• Work order
After counting the lines below that hold the word "numbered", reply with the count and nothing else.

[Dataset entries]
※

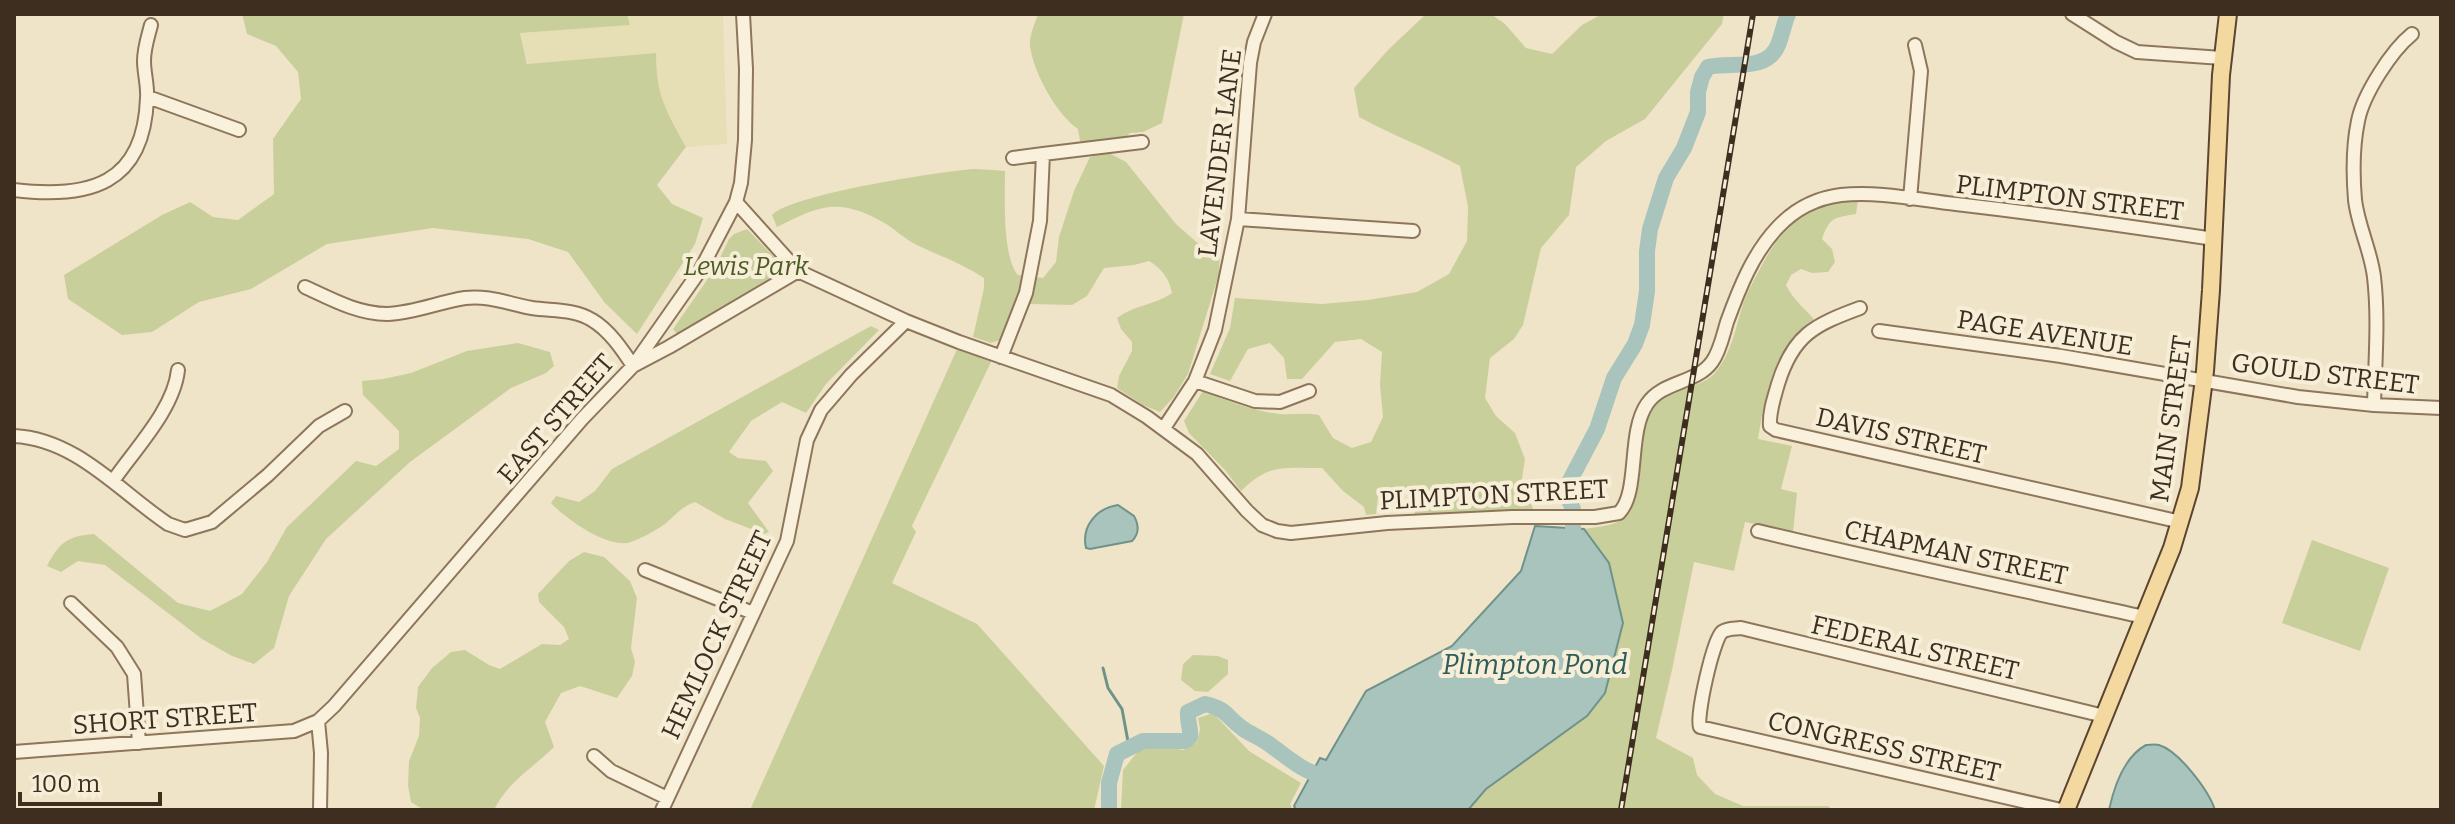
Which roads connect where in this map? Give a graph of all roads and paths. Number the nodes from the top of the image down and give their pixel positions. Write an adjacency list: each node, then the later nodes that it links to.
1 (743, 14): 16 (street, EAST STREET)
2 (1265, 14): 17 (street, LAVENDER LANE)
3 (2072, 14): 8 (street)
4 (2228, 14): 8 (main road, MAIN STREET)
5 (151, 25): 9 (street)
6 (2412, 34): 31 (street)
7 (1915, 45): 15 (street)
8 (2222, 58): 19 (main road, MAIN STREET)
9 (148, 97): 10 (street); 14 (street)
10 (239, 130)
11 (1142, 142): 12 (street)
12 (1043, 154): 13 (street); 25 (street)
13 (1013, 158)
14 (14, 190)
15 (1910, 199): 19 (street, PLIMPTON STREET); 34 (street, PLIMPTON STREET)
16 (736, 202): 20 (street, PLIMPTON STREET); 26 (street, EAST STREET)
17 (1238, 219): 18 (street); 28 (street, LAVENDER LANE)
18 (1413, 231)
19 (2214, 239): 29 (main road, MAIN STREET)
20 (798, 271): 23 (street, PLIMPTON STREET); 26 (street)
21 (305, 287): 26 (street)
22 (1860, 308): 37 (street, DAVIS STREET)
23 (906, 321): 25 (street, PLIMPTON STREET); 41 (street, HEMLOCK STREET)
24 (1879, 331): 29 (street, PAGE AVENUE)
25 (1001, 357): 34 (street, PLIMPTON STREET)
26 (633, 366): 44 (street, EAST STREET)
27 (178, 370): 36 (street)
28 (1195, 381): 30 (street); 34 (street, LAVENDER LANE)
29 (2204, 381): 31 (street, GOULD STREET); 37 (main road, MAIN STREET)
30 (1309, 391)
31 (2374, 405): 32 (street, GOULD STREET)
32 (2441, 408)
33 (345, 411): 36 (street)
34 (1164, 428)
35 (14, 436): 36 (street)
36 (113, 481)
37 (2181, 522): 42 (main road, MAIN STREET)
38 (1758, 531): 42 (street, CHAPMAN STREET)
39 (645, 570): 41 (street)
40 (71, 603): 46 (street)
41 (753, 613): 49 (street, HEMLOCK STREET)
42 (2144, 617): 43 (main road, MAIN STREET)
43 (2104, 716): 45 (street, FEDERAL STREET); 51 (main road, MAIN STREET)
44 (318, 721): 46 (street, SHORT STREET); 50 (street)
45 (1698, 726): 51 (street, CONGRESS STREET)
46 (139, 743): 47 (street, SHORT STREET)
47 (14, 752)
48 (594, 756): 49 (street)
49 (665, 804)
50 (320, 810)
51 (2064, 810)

※

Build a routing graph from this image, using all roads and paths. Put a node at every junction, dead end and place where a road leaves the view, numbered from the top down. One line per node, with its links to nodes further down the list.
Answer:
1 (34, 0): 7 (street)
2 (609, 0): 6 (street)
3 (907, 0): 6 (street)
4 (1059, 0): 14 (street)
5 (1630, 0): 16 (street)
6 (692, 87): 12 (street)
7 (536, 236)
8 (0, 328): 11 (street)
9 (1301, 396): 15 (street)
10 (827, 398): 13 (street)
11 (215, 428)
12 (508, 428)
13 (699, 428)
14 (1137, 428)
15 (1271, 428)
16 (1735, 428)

※

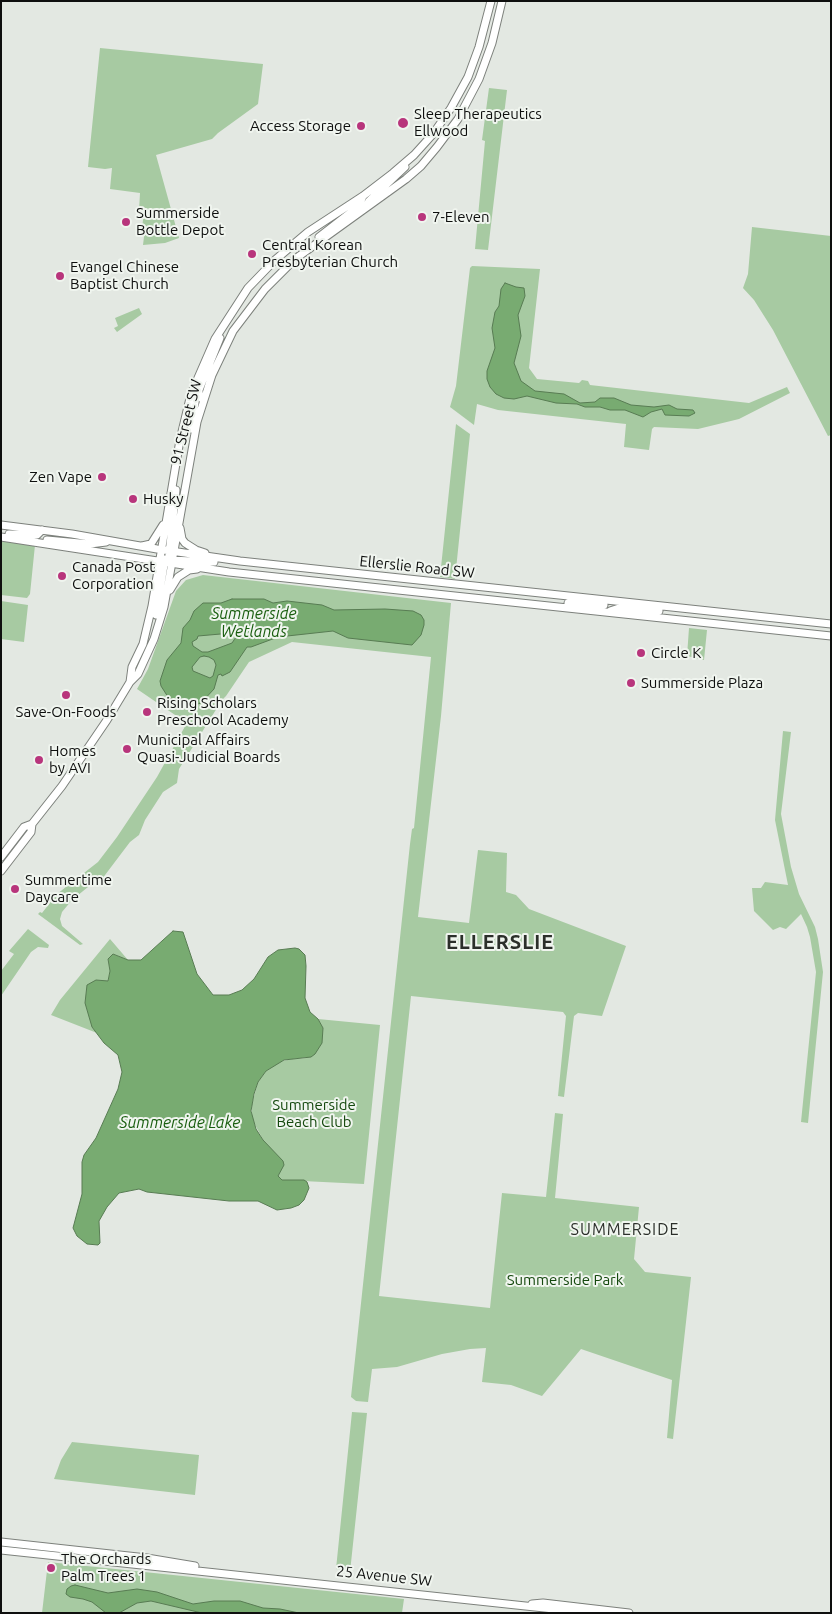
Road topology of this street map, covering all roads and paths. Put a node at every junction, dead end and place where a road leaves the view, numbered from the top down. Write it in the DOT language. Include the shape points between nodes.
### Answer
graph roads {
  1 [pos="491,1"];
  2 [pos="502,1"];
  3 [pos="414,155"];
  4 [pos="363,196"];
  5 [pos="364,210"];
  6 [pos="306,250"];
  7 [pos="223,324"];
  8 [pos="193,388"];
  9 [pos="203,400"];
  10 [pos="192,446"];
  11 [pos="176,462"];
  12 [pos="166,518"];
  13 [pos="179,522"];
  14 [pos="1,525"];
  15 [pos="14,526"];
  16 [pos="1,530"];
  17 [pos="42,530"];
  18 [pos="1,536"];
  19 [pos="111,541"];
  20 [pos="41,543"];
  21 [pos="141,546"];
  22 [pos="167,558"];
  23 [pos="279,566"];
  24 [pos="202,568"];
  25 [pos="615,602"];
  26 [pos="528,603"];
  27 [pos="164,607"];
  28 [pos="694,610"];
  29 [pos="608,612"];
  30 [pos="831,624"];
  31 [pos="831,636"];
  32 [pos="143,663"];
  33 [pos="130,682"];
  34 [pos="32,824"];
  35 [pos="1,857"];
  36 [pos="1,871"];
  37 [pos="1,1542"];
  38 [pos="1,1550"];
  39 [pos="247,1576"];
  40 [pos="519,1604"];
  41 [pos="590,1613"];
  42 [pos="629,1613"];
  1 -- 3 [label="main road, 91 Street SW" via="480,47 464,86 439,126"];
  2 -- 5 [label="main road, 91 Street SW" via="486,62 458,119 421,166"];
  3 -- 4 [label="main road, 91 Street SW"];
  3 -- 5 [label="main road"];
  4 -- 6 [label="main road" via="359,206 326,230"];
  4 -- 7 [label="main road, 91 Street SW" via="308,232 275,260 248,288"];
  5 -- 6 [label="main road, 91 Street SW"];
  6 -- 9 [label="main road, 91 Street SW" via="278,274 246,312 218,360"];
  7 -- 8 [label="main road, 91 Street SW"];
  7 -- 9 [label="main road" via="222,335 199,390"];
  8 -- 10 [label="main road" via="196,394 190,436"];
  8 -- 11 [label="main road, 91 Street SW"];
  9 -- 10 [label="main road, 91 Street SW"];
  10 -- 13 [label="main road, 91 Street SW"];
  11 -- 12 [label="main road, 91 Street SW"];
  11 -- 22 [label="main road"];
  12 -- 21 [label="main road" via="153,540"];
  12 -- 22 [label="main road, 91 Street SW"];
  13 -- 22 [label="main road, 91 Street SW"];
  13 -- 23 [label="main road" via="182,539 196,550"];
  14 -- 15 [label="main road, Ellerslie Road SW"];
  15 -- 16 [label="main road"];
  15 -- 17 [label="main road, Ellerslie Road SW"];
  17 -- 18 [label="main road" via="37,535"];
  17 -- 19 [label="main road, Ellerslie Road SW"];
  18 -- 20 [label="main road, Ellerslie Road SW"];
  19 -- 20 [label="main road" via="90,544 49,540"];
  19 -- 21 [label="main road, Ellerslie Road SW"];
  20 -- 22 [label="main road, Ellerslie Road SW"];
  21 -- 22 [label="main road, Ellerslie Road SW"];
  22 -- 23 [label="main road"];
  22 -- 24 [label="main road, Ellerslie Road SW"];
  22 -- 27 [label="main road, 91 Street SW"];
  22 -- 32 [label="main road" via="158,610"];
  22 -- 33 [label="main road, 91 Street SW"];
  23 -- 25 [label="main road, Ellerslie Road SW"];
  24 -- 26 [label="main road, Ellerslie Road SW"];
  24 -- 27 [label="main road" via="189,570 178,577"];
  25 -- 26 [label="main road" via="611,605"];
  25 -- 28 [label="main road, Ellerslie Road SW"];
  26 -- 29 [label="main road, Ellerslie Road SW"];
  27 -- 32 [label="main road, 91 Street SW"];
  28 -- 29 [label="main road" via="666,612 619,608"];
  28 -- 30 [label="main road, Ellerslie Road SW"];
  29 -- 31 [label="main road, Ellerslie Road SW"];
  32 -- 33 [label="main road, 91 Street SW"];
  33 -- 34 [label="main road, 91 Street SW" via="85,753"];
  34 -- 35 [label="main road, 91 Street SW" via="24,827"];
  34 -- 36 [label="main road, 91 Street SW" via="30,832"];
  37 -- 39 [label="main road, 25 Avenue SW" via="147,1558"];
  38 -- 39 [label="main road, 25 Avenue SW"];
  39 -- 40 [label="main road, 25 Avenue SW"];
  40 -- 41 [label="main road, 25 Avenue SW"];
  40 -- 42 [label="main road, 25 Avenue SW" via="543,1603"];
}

※

• Written reply
2